[EXERCISE DATA — start]
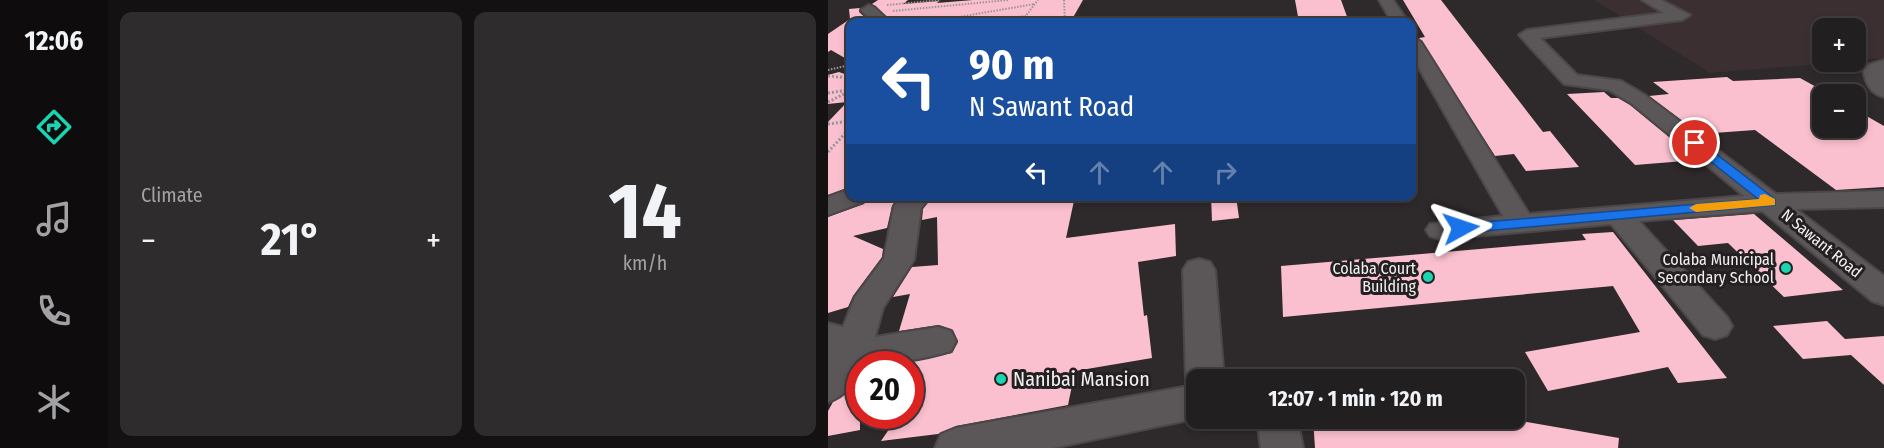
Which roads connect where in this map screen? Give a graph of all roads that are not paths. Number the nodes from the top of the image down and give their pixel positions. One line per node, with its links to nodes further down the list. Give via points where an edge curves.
1 (1386, 0): 5 (street)
2 (1648, 0): 12 (street, N Sawant Road, via 1682,15 1527,35 1571,80 1614,85 1638,99)
3 (876, 8): 4 (street)
4 (884, 17)
5 (1397, 18)
6 (1416, 49): 15 (street)
7 (1884, 66): 8 (street, via 1872,70)
8 (1884, 91)
9 (846, 199): 13 (street)
10 (1884, 199): 12 (street)
11 (913, 201): 21 (street, via 908,206 899,260)
12 (1770, 202): 14 (street); 18 (street, N Sawant Road)
13 (828, 207)
14 (1618, 215): 15 (street); 19 (street)
15 (1521, 223): 16 (street)
16 (1440, 230)
17 (1198, 270): 22 (street)
18 (1884, 293)
19 (1715, 326)
20 (938, 341): 21 (street)
21 (840, 346): 23 (street)
22 (1204, 369)
23 (828, 386)
24 (1186, 404): 26 (street)
25 (1279, 429): 27 (street)
26 (956, 448)
27 (1282, 448)

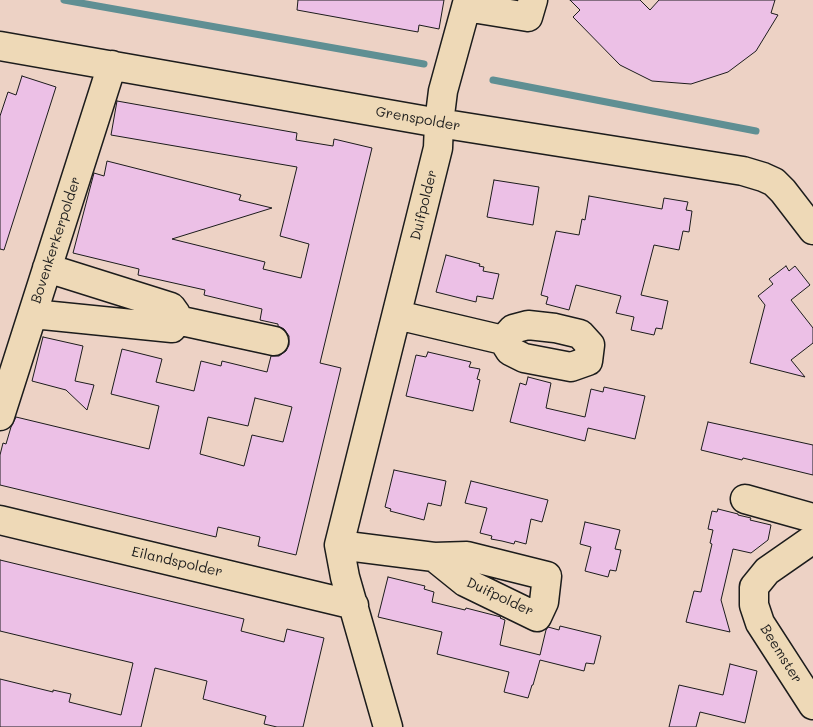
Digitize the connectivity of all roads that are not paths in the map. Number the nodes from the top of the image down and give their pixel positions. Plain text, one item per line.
1 (533, 0) edge
2 (467, 4) edge
3 (0, 46) edge
4 (112, 65) junction
5 (439, 123) junction
6 (813, 230) edge
7 (47, 268) junction
8 (33, 314) junction
9 (398, 315) junction
10 (177, 320) junction
11 (503, 340) dead end
12 (274, 341) dead end
13 (0, 416) edge
14 (745, 499) dead end
15 (813, 518) edge
16 (0, 520) edge
17 (813, 539) edge
18 (339, 545) junction
19 (434, 558) dead end
20 (354, 605) junction
21 (813, 705) edge
22 (388, 727) edge

1 - 2 street
2 - 5 street, Duifpolder
3 - 4 street, Grenspolder
4 - 5 street, Grenspolder
4 - 7 street, Bovenkerkerpolder
5 - 6 street, Grenspolder
5 - 9 street, Duifpolder
7 - 8 street, Bovenkerkerpolder
7 - 10 street
8 - 10 street
8 - 13 street, Bovenkerkerpolder
9 - 11 street
9 - 18 street, Duifpolder
10 - 12 street
14 - 15 street
16 - 20 street, Eilandspolder
17 - 21 street, Beemster
18 - 19 street
18 - 20 street, Duifpolder
20 - 22 street, Duifpolder

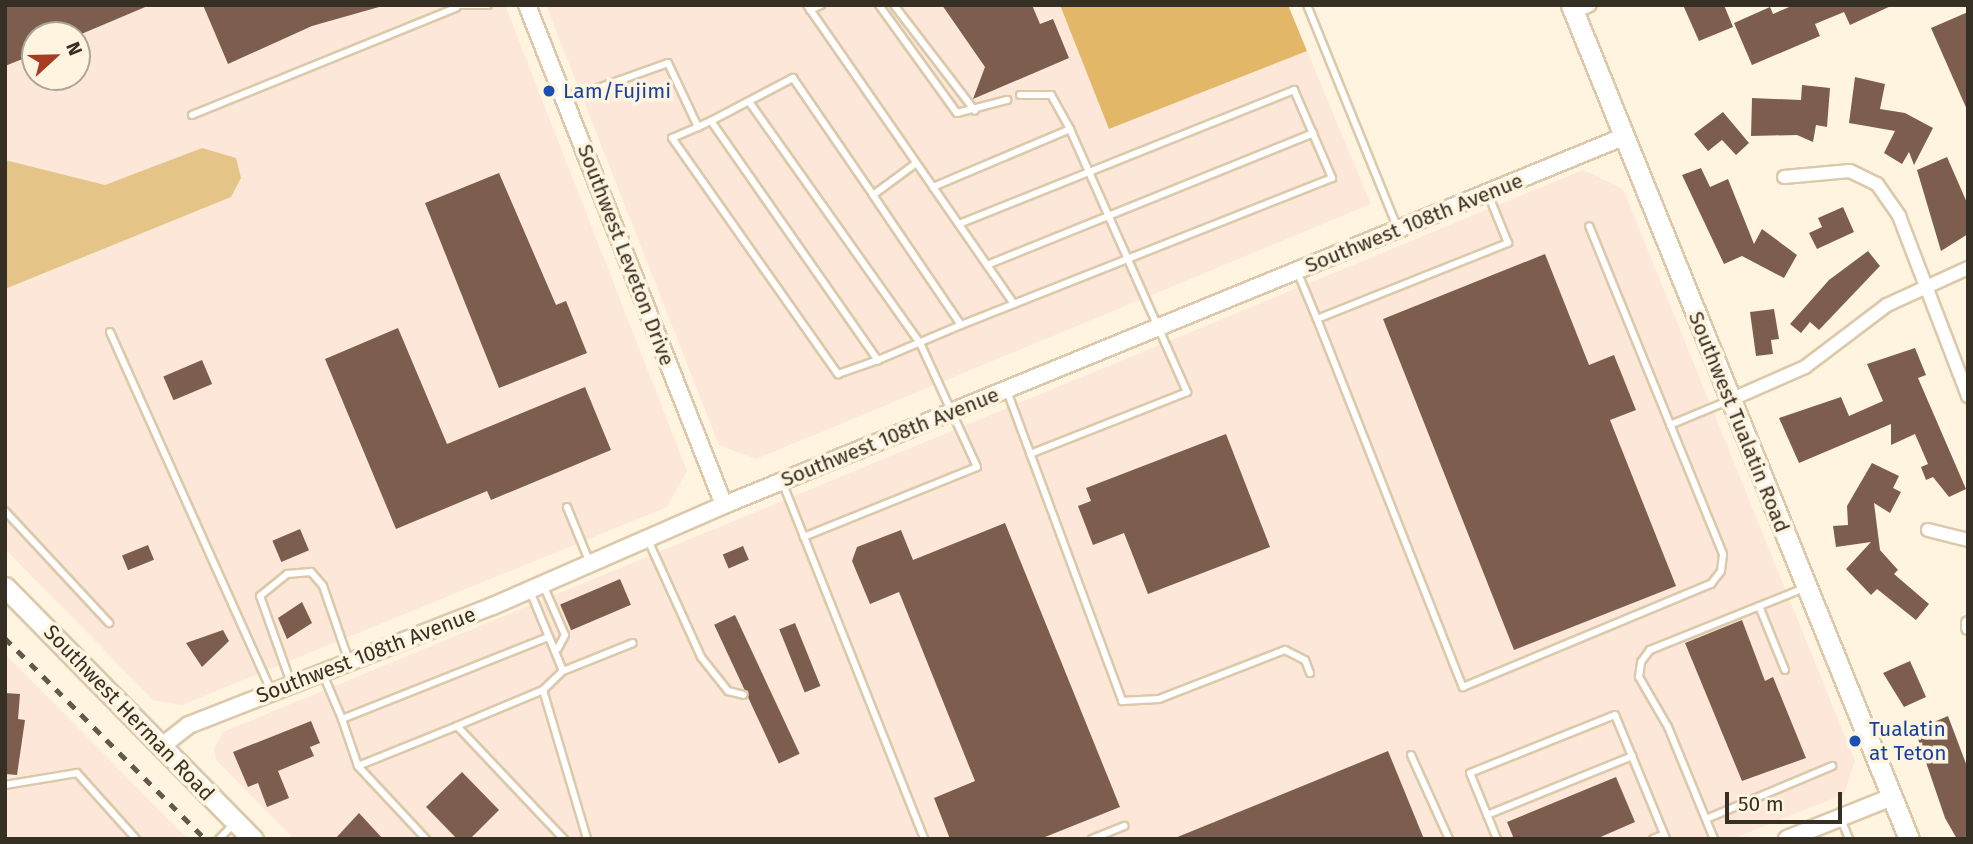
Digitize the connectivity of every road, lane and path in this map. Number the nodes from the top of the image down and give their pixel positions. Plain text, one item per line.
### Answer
1 (488, 5) edge
2 (527, 5) edge
3 (821, 5) edge
4 (878, 5) edge
5 (894, 5) edge
6 (1307, 5) edge
7 (456, 6) edge
8 (808, 7) edge
9 (1578, 8) edge
10 (1020, 95) dead end
11 (565, 99) junction
12 (1007, 100) dead end
13 (750, 103) junction
14 (975, 111) junction
15 (192, 115) dead end
16 (711, 121) junction
17 (698, 127) junction
18 (1070, 129) junction
19 (1312, 133) junction
20 (1623, 137) junction
21 (915, 164) junction
22 (1091, 171) junction
23 (1784, 177) dead end
24 (933, 187) junction
25 (1487, 193) junction
26 (873, 195) junction
27 (1112, 214) junction
28 (959, 223) junction
29 (1589, 226) dead end
30 (1398, 229) junction
31 (1132, 256) junction
32 (987, 265) junction
33 (1968, 268) edge
34 (1297, 270) junction
35 (1924, 284) junction
36 (1014, 304) junction
37 (1317, 319) junction
38 (961, 325) junction
39 (1161, 326) junction
40 (110, 332) dead end
41 (920, 343) junction
42 (878, 360) junction
43 (1006, 390) junction
44 (1968, 396) edge
45 (1730, 400) junction
46 (955, 411) junction
47 (1670, 425) junction
48 (1030, 454) junction
49 (782, 482) junction
50 (724, 505) junction
51 (567, 507) dead end
52 (5, 511) edge
53 (1928, 530) dead end
54 (804, 537) junction
55 (648, 540) junction
56 (1968, 541) edge
57 (591, 565) junction
58 (5, 587) edge
59 (1806, 587) junction
60 (537, 589) junction
61 (1759, 606) junction
62 (109, 623) dead end
63 (548, 637) junction
64 (633, 643) dead end
65 (558, 648) junction
66 (349, 662) junction
67 (1785, 670) dead end
68 (563, 671) junction
69 (322, 672) junction
70 (1310, 673) dead end
71 (291, 683) junction
72 (271, 690) junction
73 (543, 690) junction
74 (744, 695) dead end
75 (342, 719) junction
76 (457, 726) junction
77 (162, 746) junction
78 (1411, 755) dead end
79 (1632, 756) junction
80 (1832, 765) dead end
81 (358, 766) junction
82 (5, 785) edge
83 (1892, 797) junction
84 (1487, 815) junction
85 (1840, 817) junction
86 (1706, 819) junction
87 (236, 822) junction
88 (1125, 825) dead end
89 (1665, 836) edge
90 (136, 839) edge
91 (219, 839) edge
92 (253, 839) edge
93 (426, 839) edge
94 (564, 839) edge
95 (587, 839) edge
96 (925, 839) edge
97 (1092, 839) edge
98 (1449, 839) edge
99 (1497, 839) edge
100 (1653, 839) edge
101 (1714, 839) edge
102 (1787, 839) edge
103 (1849, 839) edge
104 (1909, 839) edge

1 - 7 lane
2 - 11 street, Southwest Leveton Drive
3 - 8 lane
4 - 14 lane
5 - 14 lane
6 - 30 lane
7 - 15 lane
8 - 21 lane
9 - 20 main road, Southwest Tualatin Road
10 - 18 lane
11 - 17 lane
11 - 50 street, Southwest Leveton Drive
12 - 14 lane
13 - 16 lane
13 - 26 lane
13 - 41 lane
16 - 17 lane
16 - 42 lane
17 - 42 lane
18 - 22 lane
18 - 24 lane
19 - 22 lane
19 - 27 lane
19 - 31 lane
20 - 25 street, Southwest 108th Avenue
20 - 45 main road, Southwest Tualatin Road
21 - 24 lane
21 - 26 lane
22 - 27 lane
22 - 28 lane
23 - 35 street
24 - 28 lane
25 - 30 street, Southwest 108th Avenue
25 - 37 lane
26 - 38 lane
27 - 31 lane
27 - 32 lane
28 - 32 lane
29 - 47 lane
30 - 34 street, Southwest 108th Avenue
31 - 36 lane
31 - 39 lane
32 - 36 lane
33 - 35 street
34 - 37 lane
34 - 39 street, Southwest 108th Avenue
35 - 44 street
35 - 45 street
36 - 38 lane
37 - 47 lane
38 - 41 lane
39 - 43 street, Southwest 108th Avenue
39 - 48 lane
40 - 72 lane
41 - 42 lane
41 - 46 lane
43 - 46 street, Southwest 108th Avenue
43 - 48 lane
45 - 47 lane
45 - 59 main road, Southwest Tualatin Road
46 - 49 street, Southwest 108th Avenue
46 - 54 lane
48 - 70 lane
49 - 50 street, Southwest 108th Avenue
49 - 54 lane
50 - 55 street, Southwest 108th Avenue
51 - 57 lane
52 - 62 lane
53 - 56 street
54 - 96 lane
55 - 57 street, Southwest 108th Avenue
55 - 74 lane
57 - 60 street, Southwest 108th Avenue
58 - 77 main road, Southwest Herman Road
59 - 61 lane
59 - 83 main road, Southwest Tualatin Road
60 - 63 lane
60 - 65 lane
60 - 66 street, Southwest 108th Avenue
61 - 67 lane
61 - 86 lane
63 - 65 lane
63 - 75 lane
64 - 68 lane
65 - 68 lane
66 - 69 street, Southwest 108th Avenue
66 - 71 lane
68 - 73 lane
69 - 71 street, Southwest 108th Avenue
69 - 75 lane
71 - 72 street, Southwest 108th Avenue
72 - 77 street, Southwest 108th Avenue
73 - 76 lane
73 - 95 lane
75 - 81 lane
76 - 81 lane
76 - 94 lane
77 - 87 main road, Southwest Herman Road
78 - 98 lane
79 - 84 lane
79 - 84 lane
79 - 89 lane
80 - 86 lane
81 - 93 lane
82 - 90 lane
83 - 85 street
83 - 104 main road, Southwest Tualatin Road
84 - 99 lane
85 - 102 street
85 - 103 lane
86 - 101 lane
87 - 91 lane
87 - 92 main road, Southwest Herman Road
88 - 97 lane
89 - 100 lane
[EXERCISE DATA — finish]
*YOUR TASK*: Scanning the data above, copy out every line where "that" is found.

*REPLY TO THE EXERCISE*:
Which roads connect where in this map screen? Give a graph of all roads that are not paths. Number the nodes from the top of the image down and give their pixel positions. One line per node, with its links to nodes further down the list. Give via points where an edge curves.
Digitize the connectivity of all roads that are not paths in the map. Number the nodes from the top of the image down and give their pixel positions. Plain text, one item per line.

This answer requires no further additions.